We like to think that our piddly lives don’t matter. Actually we don’t like to think that, unless we’re trying to avoid something hard, then we say: eh, it doesn’t really matter anyways. But if God’s the one keeping us up at night, well, maybe it does matter.
Which sort of answers one of those questions I asked earlier: Why? Why would God wrestle Jacob in the middle of the night? Well, because this stuff matters, and God isn’t going to let us pretend that it doesn’t.
And what of that other question? When this wrestling bout begins, how is it that God doesn’t just squash Jacob before the ring of the bell fades? The God who created the earth, who turned Jacob’s second cousin into a pile of salt and destroyed the whole town of Sodom just a handful of chapters earlier. Never mind the Red Sea or the Resurrection. Shouldn’t this God just wallop old Jacob? Well, yeah.
But then again, that wasn’t the point. The point wasn’t to destroy Jacob. The point isn’t to destroy us. The point is to open our eyes that we might take this stuff as seriously as God does. The point is that God’s picked us to make this world bearable, God’s picked us to be the bearers of God’s grace and love. God chooses us, and that means grace and love and purpose and all that other lovely stuff. But it also means God isn’t going to just sit by and watch us screw it up. Ready or not, God’s coming. For the sake of this world, God is coming.

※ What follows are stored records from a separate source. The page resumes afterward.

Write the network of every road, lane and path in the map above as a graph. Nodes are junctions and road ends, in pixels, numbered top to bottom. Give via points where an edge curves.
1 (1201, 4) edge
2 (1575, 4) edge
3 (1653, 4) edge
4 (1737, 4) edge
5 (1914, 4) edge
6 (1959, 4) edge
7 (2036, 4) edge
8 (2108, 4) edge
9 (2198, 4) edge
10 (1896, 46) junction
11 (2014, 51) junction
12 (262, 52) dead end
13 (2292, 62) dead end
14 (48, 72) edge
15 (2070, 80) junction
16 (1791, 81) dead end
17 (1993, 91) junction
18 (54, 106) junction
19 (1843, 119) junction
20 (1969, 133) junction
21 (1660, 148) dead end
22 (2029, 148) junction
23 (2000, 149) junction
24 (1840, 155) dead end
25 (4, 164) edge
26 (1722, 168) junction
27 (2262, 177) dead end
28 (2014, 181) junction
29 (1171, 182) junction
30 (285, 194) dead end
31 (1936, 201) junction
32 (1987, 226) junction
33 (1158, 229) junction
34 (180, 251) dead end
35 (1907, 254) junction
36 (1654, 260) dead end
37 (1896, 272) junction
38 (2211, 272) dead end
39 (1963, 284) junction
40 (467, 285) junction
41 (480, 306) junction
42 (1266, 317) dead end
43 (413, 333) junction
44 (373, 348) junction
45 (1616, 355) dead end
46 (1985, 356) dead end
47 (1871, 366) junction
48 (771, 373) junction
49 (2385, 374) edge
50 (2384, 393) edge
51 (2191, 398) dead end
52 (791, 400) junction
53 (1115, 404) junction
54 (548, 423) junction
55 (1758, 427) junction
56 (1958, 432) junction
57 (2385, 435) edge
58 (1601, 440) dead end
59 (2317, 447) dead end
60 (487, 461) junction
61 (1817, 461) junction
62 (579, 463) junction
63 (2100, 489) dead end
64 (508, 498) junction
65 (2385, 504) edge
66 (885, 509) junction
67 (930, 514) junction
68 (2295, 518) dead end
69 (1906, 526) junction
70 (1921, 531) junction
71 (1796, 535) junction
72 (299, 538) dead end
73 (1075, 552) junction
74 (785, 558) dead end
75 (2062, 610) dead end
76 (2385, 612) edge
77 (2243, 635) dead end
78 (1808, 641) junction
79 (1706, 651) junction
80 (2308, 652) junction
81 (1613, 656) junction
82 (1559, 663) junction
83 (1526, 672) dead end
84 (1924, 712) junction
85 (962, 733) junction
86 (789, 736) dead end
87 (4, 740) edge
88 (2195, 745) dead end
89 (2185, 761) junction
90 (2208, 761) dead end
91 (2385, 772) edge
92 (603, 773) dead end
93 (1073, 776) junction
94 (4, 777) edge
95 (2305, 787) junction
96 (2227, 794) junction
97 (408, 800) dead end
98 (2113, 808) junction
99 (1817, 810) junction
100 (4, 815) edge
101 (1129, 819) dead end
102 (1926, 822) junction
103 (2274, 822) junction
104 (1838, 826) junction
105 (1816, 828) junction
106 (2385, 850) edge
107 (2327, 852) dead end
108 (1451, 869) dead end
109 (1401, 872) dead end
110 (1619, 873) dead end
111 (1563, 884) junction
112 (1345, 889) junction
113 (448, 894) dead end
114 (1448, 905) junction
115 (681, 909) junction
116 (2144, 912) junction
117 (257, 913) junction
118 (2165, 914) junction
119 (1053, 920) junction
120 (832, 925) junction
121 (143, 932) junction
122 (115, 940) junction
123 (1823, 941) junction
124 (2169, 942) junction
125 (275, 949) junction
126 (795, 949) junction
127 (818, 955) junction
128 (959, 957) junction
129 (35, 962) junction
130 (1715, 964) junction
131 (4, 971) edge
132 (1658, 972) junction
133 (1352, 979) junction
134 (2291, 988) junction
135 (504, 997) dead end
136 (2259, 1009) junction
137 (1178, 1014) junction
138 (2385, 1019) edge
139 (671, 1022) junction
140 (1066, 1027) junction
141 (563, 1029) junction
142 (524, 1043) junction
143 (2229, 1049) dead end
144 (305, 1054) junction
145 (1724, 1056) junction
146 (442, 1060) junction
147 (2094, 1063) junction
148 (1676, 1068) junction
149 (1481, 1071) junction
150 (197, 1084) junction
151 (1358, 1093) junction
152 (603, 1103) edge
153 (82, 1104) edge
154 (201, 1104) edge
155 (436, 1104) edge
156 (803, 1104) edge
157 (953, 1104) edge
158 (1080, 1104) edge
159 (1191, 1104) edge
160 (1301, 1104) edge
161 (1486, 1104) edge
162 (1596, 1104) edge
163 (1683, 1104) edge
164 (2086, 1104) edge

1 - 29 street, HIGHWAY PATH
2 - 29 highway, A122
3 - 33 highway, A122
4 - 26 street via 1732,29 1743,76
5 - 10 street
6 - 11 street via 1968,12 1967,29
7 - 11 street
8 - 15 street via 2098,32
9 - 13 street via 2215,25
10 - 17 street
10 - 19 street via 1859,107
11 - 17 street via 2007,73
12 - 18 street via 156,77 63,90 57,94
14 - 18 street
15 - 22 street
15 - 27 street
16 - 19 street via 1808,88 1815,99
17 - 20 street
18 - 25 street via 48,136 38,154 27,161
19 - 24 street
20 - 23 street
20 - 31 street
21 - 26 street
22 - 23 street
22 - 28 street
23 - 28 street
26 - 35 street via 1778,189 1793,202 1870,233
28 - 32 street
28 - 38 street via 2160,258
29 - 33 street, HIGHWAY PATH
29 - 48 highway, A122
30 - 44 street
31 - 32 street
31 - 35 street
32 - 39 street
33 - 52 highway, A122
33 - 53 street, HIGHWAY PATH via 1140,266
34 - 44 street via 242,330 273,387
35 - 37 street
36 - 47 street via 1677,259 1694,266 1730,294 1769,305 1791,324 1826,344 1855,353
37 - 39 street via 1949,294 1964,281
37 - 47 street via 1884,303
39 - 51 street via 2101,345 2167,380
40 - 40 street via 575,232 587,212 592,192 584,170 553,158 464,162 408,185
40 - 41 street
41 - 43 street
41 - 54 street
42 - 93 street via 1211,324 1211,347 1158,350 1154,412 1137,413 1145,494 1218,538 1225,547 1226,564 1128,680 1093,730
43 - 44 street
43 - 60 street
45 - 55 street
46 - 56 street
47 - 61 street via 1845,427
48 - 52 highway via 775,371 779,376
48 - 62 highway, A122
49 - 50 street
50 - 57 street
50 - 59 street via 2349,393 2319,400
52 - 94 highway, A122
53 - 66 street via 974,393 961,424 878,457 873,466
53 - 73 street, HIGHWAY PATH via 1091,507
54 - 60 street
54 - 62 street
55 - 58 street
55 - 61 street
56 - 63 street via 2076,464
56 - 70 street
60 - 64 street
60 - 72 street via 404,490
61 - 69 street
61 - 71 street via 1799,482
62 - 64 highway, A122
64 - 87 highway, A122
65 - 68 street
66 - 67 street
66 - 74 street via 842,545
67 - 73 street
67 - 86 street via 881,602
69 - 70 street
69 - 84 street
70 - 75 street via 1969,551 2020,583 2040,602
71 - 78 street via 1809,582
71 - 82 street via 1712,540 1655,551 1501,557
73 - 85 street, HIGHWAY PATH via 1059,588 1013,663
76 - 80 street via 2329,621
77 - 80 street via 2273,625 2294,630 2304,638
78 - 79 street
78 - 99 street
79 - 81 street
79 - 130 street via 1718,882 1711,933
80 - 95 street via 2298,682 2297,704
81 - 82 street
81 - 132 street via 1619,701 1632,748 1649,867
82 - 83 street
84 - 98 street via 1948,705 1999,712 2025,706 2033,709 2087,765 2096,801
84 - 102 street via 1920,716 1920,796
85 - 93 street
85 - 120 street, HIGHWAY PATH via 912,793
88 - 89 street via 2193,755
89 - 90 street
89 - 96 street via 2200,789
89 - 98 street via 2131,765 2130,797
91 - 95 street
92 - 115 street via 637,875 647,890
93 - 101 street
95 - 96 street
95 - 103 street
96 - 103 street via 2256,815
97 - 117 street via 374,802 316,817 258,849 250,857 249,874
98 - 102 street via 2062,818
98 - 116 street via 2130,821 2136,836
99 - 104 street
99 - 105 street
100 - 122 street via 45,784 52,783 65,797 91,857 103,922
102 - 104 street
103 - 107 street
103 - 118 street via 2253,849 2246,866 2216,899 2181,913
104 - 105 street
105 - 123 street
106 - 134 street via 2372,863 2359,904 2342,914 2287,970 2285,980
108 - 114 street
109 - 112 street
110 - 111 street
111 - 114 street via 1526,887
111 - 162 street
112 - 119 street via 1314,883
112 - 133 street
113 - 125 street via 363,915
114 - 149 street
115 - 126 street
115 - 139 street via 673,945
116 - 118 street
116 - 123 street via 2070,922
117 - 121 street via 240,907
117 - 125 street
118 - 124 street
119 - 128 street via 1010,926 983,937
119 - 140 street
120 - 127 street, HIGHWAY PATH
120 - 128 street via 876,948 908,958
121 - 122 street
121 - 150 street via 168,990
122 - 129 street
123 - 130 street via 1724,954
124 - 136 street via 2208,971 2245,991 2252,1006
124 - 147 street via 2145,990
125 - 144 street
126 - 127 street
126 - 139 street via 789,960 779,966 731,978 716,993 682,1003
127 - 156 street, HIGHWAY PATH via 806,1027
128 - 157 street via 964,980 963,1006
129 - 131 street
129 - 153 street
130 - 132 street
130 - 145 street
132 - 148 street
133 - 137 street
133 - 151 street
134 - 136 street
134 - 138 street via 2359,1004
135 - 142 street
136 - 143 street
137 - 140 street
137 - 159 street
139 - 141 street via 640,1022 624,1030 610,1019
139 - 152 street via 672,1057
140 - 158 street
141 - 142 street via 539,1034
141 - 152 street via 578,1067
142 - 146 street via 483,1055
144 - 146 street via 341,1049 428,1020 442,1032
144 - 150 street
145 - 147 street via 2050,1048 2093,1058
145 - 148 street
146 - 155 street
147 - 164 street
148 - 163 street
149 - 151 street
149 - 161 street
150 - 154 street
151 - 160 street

Which brings me back to Jacob and why maybe he’s the role model we need after all. Sometime during that fateful night, something changes. Jacob shifts from facing an uninvited assault to refusing to let the assailant go. Jacob holds on.
When he was born just after Esau, Jacob held onto his brother’s heel, refusing to let go of the blessing given to the first out of the womb. It’s how he got his name, which means heel. And here he holds on to God and that’s how he got his blessing and new name, Israel, which means wrestles with God. When God confronts Jacob, Jacob leans in.
Could we lean in? Could we not flee the night-time reckoning thrust upon us, but let it come, wrestle with it? Knowing our adversary is God, could we lean in to the wrestling? Trusting that this is the same God who did not kill Jacob, but would later be killed for our sake. Trusting that this is the same God who delighted in our creation, who calls us beloved, who blessed Jacob with a new name – Israel, a new identity that would define his family from that point forward. Could we lean in to the wrestling, trusting in the ultimate love of our adversary and come out blessed to be called those who wrestle with God? I hope so. Because God’s coming. Thanks be to God. Amen.